Up she leapt in a saffron flash; hastily we retreated. From the other bank, we watched. She stood motionless and attentive, tail held low, only the nose and ears twitched. The cubs paused momentarily, perhaps sensing their mother’s caution, then resumed their romp. Her yellow eyes fixed towards where we waited, still and quiet. I imagined that she was looking right at me. In a softly swift motion, she gathered her cubs and was gone. I will never forget those eyes.
Magnificent wildlife apart, Silent Valley also harbours aesthetic sights par excellence. As you come up the main forest road that leads to the end of the mountain, the tall watchtower comes into view, seemingly poised at the edge of the world. From the top, you see the river Kuntipuzha snake across the park, morning mist billowing up from the deep gorge it has cut through time. In 1972, the proposed damming of the Kuntipuzha galvanised one of the most notable conservation movements of our times. The land of Sairandhri, lush rainforests and all, would have been lost to the dammed waters of Kunthi. The people’s fight to save Silent Valley persisted for nearly 15 years until the proposed dam was shelved and the region declared a national park in 1987. At 89.5 sq. km, Silent Valley is among the smaller national parks of India, but remains continuous with other forest patches. Together, this rainforest complex forms part of the Nilgiri Biosphere Reserve, deemed a World Heritage Site by UNESCO in 2012.

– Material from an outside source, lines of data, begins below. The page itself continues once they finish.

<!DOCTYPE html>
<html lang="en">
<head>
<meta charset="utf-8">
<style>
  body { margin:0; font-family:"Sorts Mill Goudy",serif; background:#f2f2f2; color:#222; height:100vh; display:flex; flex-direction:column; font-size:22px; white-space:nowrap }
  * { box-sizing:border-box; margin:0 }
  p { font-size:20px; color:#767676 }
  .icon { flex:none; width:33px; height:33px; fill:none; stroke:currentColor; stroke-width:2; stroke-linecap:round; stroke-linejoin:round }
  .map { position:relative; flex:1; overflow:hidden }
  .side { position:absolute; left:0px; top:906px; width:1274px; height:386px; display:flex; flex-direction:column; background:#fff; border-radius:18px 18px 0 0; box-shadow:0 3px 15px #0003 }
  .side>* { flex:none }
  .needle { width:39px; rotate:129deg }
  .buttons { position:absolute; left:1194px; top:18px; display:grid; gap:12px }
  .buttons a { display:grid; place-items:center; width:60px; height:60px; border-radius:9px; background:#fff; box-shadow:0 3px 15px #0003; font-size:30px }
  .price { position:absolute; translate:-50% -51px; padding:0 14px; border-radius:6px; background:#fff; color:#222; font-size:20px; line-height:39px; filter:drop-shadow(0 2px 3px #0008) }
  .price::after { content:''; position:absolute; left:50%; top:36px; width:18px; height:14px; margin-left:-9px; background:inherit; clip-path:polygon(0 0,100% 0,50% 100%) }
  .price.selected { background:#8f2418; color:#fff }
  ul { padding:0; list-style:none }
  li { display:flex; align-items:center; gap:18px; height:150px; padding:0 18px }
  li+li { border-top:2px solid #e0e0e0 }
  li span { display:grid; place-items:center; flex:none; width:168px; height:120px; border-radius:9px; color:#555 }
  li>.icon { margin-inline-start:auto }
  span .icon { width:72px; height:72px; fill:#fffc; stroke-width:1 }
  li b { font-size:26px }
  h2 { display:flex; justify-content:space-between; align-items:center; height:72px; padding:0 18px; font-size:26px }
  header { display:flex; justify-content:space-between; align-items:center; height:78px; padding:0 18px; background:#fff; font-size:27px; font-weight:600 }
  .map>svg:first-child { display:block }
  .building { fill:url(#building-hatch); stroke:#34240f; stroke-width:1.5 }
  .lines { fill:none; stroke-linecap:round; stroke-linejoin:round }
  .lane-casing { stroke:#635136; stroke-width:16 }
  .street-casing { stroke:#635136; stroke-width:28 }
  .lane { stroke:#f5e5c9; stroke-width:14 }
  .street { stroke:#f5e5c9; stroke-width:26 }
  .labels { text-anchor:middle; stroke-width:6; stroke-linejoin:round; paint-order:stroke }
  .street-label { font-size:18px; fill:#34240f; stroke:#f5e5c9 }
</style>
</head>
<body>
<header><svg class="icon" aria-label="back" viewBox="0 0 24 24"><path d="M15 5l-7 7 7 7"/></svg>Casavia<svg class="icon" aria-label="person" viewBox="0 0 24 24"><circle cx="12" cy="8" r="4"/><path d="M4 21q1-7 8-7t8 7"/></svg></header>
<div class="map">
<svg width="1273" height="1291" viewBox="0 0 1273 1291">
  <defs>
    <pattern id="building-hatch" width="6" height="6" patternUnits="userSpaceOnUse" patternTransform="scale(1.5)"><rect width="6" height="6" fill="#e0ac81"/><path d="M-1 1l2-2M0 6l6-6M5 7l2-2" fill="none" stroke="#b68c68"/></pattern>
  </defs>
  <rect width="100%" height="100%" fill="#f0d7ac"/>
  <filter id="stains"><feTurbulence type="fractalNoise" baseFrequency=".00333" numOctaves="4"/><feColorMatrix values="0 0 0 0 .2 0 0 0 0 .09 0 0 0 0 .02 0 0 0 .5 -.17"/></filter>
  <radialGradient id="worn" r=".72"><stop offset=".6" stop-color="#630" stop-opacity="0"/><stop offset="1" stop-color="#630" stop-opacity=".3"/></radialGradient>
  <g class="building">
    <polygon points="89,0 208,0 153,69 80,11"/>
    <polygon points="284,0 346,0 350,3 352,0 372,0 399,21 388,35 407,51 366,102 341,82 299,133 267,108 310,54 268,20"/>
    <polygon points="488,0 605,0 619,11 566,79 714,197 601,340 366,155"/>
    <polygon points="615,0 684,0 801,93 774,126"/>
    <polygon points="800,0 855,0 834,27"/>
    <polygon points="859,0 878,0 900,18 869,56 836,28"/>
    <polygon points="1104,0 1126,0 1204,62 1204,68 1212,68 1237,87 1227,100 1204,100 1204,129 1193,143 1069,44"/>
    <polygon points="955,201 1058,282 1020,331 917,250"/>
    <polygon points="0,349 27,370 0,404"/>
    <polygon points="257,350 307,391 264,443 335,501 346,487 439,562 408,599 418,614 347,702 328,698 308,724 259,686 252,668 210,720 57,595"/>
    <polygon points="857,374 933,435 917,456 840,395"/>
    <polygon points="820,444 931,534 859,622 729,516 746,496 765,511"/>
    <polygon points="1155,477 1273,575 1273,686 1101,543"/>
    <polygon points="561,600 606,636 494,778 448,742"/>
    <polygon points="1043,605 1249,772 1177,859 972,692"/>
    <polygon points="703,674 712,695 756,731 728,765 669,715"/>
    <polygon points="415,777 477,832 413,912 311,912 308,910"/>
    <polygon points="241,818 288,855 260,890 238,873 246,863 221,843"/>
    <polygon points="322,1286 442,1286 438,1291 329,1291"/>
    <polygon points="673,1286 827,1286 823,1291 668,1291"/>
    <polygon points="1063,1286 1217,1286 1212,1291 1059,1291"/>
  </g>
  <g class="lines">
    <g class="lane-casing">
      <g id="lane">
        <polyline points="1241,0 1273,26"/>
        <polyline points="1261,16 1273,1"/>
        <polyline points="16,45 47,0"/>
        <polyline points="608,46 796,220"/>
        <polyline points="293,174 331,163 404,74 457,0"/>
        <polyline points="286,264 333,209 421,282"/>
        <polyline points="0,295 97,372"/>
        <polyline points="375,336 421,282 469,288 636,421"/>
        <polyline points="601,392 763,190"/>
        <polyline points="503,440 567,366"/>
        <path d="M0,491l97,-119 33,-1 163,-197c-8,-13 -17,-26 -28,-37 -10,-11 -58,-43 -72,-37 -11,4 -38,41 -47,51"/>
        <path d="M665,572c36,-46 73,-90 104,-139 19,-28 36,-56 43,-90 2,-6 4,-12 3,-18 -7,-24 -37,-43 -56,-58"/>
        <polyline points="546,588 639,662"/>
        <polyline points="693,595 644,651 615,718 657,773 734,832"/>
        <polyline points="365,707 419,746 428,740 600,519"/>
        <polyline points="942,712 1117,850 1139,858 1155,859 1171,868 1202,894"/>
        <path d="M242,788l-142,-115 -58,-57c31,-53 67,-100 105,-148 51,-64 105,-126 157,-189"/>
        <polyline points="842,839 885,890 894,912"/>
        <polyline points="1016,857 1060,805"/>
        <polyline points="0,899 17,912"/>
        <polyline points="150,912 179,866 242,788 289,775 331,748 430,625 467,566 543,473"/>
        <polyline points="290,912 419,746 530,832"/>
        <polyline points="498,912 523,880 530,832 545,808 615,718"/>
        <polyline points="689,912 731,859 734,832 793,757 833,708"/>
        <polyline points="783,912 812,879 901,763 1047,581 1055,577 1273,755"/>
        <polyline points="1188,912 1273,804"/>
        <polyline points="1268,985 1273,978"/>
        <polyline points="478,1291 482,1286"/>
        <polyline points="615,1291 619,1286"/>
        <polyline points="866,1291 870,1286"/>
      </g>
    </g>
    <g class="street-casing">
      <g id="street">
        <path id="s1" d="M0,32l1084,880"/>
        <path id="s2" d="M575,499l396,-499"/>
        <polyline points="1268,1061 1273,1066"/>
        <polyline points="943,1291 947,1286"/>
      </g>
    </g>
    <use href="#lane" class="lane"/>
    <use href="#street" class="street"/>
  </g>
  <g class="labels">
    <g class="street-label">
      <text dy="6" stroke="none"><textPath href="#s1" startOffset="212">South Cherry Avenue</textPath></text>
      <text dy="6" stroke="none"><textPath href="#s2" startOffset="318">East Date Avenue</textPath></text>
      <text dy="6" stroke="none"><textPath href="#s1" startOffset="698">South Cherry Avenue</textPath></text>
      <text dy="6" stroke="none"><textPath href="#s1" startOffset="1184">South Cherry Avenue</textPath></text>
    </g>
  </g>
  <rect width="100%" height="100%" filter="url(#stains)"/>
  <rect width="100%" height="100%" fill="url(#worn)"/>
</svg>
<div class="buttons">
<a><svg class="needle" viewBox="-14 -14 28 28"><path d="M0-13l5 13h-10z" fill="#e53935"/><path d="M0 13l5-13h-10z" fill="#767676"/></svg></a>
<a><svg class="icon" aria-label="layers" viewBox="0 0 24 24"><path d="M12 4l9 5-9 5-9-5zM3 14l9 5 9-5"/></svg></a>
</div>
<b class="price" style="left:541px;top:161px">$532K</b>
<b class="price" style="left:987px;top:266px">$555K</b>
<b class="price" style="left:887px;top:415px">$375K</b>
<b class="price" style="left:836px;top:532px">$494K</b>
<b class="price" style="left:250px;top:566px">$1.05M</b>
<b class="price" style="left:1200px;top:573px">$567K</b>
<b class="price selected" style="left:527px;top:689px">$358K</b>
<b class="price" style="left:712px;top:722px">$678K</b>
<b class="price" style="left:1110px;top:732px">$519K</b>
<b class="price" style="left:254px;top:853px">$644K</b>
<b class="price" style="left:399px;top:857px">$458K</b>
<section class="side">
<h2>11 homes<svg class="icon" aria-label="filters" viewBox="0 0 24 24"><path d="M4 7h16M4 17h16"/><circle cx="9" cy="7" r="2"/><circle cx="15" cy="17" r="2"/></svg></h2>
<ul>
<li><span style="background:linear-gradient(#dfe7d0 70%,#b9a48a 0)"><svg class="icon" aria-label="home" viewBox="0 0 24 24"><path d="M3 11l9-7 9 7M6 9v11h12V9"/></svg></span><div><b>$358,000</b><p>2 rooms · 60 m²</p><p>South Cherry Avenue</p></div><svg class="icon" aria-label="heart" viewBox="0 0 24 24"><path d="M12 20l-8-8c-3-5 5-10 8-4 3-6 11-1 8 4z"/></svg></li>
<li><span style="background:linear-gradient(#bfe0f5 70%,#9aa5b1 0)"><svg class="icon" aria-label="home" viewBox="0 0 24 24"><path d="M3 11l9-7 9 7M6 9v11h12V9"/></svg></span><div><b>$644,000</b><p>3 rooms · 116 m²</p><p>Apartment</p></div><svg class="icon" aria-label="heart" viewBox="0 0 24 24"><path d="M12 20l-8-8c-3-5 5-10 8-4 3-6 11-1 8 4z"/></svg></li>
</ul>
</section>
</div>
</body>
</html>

The diversity of plant and animal species and the sheer beauty of the mountains make Silent Valley a veritable museum of natural history. I could write many more wild tales: of a solitary brown mongoose digging away for insects in the leaf litter; a sloth bear savouring its meal of deliciously sweet Syzgium cumini or jamun; the festive explosion of fruit-eaters gorging on the brief superabundance of figs at a giant Ficus nervosa; chance encounters with the muntjac or barking deer, brown palm civet, and leopard.
My meditative walks along the grassy hills to the higher reaches of Silent Valley let me lose myself in an expansive sense of belonging to a larger world, while offering a solitude we seldom find in the devouring bustle of our lives today. The silence was sometimes broken by tourists going back and forth, but for the most part, I revelled in the company of the river, the mountains, and the myriad creatures whose home I shared for a brief time.